77    In Hossain v Minister for Immigration and Border Protection (2018) 264 CLR 123, the plurality at [24] described jurisdictional error as, “a failure to comply with one or more statutory preconditions or conditions to an extent which results in a decision which has been made in fact lacking characteristics necessary for it to be given force and effect by the statute pursuant to which the decision-maker purported to make it”. The plurality held at [29] that where a statute confers decision-making authority, “The statute is ordinarily to be interpreted as incorporating a threshold of materiality in the event of non-compliance”. Their Honours stated at [30]:

…the threshold of materiality would not ordinarily be met in the event of a failure to comply with a condition if complying with the condition could have made no difference to the decision that was made in the circumstances in which that decision was made…

78    In Minister for Immigration and Border Protection v SZMTA (2019) 264 CLR 421, the plurality confirmed at [45] that, “A breach is material to a decision only if compliance could realistically have resulted in a different decision”.

Order of consideration of the substantive and interlocutory applications

79    These reasons require consideration of the grounds for review of the Attorney-Generals decision under s 22(2) of the Extradition Act contained in the Draft Amended Originating Application (ie the substantive application) and each of the interlocutory applications filed since the hearing of the substantive application took place on 18 November 2019.

80    I propose to consider the applications in chronological order, as follows:

    The Draft Amended Originating Application;

    The 11 March Discovery Application;

    The 25 June Adjournment Application;

    The 6 July Discovery Application;

    The 30 June Recusal Application;

    The 16 July Reopening Application;

    The 5 August Stay Application;

    The 19 August Adjournment Application;

    The 15 September Reopening Application; and

    The 25 September Reopening Application.

81    I will provide my reasons for judgment in respect of the substantive application first because that will assist to place the subsequent interlocutory applications in context. However, I emphasise that the order in which my reasons are set out does not reflect the order in which I decided the applications. I decided the interlocutory applications before deciding the substantive application.

Consideration of the Draft Amended Originating Application

82    At the hearing on 18 November 2019, Mr Matson made oral submissions upon the grounds in the Draft Amended Originating Application, as well as relying upon the written submissions filed by Mr Morris QC and the written submissions contained in his own affidavits dated 15 July, 4, 9, 11, 16, 20, 23 and 24 September, 21 October and 4 November 2019. Mr Matson also relied on affidavits filed after the hearing dated 19 and 20 December 2019 and 2 January 2020.

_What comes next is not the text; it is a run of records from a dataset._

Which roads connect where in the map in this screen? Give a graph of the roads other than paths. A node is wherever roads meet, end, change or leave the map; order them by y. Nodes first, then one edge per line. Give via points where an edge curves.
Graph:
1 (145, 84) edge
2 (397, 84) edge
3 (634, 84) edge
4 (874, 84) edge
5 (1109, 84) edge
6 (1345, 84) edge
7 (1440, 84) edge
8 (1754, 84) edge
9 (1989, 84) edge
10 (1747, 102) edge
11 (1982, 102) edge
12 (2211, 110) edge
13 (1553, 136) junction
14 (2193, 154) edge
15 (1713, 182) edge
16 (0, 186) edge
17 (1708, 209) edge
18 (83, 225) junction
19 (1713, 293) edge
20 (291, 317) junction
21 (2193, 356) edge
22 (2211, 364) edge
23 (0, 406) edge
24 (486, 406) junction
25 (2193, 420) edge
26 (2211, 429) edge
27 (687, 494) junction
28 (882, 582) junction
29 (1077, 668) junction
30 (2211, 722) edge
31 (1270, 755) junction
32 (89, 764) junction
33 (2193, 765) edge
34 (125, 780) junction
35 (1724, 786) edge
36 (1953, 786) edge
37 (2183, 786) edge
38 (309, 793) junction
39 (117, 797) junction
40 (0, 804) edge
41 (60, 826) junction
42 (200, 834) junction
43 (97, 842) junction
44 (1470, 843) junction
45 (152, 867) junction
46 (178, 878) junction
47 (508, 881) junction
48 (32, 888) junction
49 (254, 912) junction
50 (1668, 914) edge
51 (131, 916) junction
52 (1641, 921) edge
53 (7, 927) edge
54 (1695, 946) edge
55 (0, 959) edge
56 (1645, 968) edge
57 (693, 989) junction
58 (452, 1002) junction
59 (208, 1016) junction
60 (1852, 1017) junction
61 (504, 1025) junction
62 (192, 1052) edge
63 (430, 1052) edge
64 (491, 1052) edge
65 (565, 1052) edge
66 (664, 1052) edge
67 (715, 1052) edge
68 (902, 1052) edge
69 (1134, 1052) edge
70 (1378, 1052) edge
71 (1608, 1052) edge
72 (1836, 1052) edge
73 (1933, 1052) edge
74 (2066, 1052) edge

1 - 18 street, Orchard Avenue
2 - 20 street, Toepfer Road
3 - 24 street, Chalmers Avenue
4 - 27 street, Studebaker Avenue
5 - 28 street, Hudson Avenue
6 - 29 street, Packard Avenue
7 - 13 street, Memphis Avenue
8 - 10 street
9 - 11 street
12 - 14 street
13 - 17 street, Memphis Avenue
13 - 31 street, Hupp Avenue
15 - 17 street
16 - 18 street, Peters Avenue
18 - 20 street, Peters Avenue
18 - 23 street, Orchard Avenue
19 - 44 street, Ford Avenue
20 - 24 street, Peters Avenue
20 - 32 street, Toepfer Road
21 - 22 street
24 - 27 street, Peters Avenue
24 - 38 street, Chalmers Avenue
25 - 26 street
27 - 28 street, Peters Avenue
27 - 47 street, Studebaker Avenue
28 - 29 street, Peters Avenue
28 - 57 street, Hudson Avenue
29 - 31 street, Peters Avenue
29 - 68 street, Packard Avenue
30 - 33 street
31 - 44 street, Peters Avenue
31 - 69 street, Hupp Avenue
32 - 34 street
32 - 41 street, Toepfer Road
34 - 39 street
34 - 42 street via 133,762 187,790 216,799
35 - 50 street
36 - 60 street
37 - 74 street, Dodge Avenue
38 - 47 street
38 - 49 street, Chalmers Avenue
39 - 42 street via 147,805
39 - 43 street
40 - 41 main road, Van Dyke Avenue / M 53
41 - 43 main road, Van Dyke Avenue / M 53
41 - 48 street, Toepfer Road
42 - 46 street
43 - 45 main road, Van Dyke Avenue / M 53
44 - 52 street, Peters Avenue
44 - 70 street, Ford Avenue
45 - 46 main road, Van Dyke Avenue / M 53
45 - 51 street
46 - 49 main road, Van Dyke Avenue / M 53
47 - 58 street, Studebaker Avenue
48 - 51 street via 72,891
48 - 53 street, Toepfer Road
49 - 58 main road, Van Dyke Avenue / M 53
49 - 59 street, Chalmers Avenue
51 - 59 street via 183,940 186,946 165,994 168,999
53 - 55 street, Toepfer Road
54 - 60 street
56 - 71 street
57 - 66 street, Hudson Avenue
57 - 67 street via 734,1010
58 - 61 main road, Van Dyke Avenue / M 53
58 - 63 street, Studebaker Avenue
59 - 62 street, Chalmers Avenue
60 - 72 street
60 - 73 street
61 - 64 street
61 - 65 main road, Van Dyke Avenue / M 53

83    The Draft Amended Originating Application sets out four grounds in support of the relief sought. The application then sets out some 60 particulars of the ground relied upon. Although stated to be particulars, they amount to separate grounds of judicial review. I will treat them as comprising grounds of review.

84    The Draft Amended Originating Application was filed on 7 November 2019. The Attorney-General submitted that Mr Matson should not be allowed to rely on the Draft Amended Originating Application because of his non-compliance with orders made on 21 October 2019 requiring the document to be filed by 28 October 2019. I indicated at the hearing that, despite the non-compliance, I would allow Mr Matson to rely on the Draft Amended Originating Application if the grounds had sufficient merit.

85    The grounds raised in the Draft Amended Originating Application are set out below:

A.    that procedures that were required by law to be observed in connection with the making of the Surrender Decision and issuing of the Surrender Warrant were not observed;

B.     that the Surrender Decision and issuing of the Surrender Warrant were not authorised by the enactment in pursuance of which they were purported to be made;

C.    that the Surrender Decision and issuing of the Surrender Warrant involved an error of law; and

D.     that the Surrender Decision and issuing of the Surrender Warrant were otherwise contrary to law, in that:

The Applicant contends in support of paragraphs 1 through 9:

Particulars

(a)    Contrary to subsection 22(2) of the Act, the decision that the Applicant be surrendered to the United States of America in purported pursuance of section 22 of the Act:

(i)     was not made as soon as was reasonably practicable, having regard to the circumstances, after the Applicant became an eligible person; and

(ii)     was not made, or not made exclusively, in relation to a qualifying extradition offence or qualifying extradition offences.

(b)    The Surrender Decision was affected by and reflects jurisdictional error because the decision was tainted by a failure to accord natural justice on the basis that the Acting Attorney-General overlooked a substantial clearly articulated argument relying upon established facts (such argument may also be referred to as material, evidence or information), namely the Applicants argument put on record that any surrender order would be unjust, oppressive or too severe a punishment...by reason of delay...and further that any punishment in the US would be likely to be unjust and oppressive and too severe a punishment by virtue of the maximum penalties set there and also the sentencing regime, which has a tendency to accumulate sentences; and because of the Applicants indigenous heritage that would have an effect on him being incarcerated for any lengthy period there;

(c)    The Surrender Decision was affected by and reflects jurisdictional error because the decision was tainted by a failure to accord natural justice on the basis that the Acting Attorney-General overlooked a substantial clearly articulated argument relying upon established facts, namely the Applicants specific argument that a sense of false security engendered in the defendant is also a relevant consideration in determining whether extradition was unjust or oppressive, which argument was clearly raised in the Applicants affidavit filed in QUD 89 of 2016.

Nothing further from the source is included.